# [RECORDS FOR THE TASK]
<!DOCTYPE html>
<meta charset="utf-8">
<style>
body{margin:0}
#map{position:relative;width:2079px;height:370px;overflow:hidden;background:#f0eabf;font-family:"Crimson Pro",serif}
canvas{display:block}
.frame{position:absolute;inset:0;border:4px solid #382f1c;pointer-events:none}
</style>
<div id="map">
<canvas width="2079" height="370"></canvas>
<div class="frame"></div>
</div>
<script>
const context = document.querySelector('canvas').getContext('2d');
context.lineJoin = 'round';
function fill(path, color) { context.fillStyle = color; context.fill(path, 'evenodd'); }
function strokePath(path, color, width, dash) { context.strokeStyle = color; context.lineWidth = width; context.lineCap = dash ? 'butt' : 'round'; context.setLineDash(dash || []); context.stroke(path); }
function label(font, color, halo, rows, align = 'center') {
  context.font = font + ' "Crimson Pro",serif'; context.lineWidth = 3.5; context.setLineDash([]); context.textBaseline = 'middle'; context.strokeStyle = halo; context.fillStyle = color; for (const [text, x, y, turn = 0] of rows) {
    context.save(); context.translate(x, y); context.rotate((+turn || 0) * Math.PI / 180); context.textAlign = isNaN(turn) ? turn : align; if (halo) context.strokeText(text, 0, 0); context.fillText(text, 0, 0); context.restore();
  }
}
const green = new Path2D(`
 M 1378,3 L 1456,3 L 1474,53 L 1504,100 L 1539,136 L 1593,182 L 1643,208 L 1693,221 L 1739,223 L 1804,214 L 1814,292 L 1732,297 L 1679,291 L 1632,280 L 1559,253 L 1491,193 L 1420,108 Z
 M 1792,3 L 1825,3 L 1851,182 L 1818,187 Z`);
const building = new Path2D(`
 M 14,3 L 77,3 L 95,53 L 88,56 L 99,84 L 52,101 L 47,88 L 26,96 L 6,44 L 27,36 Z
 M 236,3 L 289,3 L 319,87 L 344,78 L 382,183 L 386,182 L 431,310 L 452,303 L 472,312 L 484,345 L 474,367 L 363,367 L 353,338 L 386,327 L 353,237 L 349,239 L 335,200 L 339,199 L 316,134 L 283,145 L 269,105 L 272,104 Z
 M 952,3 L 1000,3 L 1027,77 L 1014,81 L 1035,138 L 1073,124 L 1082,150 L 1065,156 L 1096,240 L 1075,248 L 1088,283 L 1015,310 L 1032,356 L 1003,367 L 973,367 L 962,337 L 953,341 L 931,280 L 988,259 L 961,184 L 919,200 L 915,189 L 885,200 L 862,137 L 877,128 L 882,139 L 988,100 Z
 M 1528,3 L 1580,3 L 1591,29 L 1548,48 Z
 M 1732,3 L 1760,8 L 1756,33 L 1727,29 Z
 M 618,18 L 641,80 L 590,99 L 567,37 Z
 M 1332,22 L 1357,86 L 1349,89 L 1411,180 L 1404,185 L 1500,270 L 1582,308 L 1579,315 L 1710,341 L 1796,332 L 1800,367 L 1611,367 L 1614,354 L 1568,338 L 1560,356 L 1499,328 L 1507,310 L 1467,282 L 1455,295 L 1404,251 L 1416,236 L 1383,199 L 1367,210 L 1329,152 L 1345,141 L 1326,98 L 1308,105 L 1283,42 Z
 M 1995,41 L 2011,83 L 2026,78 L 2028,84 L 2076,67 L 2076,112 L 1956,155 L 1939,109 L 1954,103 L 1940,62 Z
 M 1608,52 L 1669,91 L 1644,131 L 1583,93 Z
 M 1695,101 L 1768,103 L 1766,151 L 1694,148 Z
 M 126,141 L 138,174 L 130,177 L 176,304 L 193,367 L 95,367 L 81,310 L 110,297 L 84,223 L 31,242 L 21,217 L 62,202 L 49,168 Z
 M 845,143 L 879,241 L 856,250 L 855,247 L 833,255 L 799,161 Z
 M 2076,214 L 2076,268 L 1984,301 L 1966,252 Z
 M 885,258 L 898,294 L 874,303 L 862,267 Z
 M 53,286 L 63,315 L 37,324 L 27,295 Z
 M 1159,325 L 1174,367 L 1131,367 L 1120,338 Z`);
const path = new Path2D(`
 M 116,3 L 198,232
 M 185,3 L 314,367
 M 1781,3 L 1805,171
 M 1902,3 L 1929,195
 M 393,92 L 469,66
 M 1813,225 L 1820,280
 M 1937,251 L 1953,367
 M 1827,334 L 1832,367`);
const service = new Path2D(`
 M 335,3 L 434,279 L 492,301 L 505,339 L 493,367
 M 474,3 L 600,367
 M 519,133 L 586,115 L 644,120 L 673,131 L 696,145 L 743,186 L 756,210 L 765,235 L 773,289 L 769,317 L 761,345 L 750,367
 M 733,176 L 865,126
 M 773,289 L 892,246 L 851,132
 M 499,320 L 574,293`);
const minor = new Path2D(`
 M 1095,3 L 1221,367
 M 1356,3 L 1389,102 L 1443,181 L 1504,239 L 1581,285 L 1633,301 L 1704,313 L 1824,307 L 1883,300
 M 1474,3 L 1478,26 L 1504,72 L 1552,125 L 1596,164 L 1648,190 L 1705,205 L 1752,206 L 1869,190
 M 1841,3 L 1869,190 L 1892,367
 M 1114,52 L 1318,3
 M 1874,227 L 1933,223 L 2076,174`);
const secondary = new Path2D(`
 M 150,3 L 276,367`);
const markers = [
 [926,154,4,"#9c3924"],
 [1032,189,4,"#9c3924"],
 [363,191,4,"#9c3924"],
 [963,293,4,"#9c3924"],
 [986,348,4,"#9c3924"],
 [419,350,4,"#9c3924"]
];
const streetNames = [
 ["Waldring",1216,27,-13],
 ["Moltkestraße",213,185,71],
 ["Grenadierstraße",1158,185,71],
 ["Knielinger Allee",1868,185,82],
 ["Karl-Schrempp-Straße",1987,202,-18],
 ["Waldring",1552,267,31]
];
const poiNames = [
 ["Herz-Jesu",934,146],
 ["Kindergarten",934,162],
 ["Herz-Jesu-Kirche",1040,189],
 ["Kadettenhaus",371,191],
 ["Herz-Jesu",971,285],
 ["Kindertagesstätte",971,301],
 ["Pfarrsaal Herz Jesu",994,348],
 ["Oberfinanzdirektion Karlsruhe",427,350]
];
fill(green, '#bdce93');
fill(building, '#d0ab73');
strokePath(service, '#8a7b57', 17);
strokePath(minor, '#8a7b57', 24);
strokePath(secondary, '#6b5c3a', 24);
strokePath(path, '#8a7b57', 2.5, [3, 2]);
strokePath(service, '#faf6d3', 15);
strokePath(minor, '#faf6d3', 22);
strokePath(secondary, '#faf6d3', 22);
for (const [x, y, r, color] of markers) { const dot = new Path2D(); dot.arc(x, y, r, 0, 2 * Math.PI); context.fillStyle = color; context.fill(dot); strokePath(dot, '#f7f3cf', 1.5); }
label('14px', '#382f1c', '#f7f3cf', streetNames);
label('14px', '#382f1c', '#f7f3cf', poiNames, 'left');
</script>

# [PROBLEM TO SOLVE]
Which lines of the material contain the string "canvas"? List each of them.

# [RESPONSE BELOW]
canvas{display:block}
<canvas width="2079" height="370"></canvas>
const context = document.querySelector('canvas').getContext('2d');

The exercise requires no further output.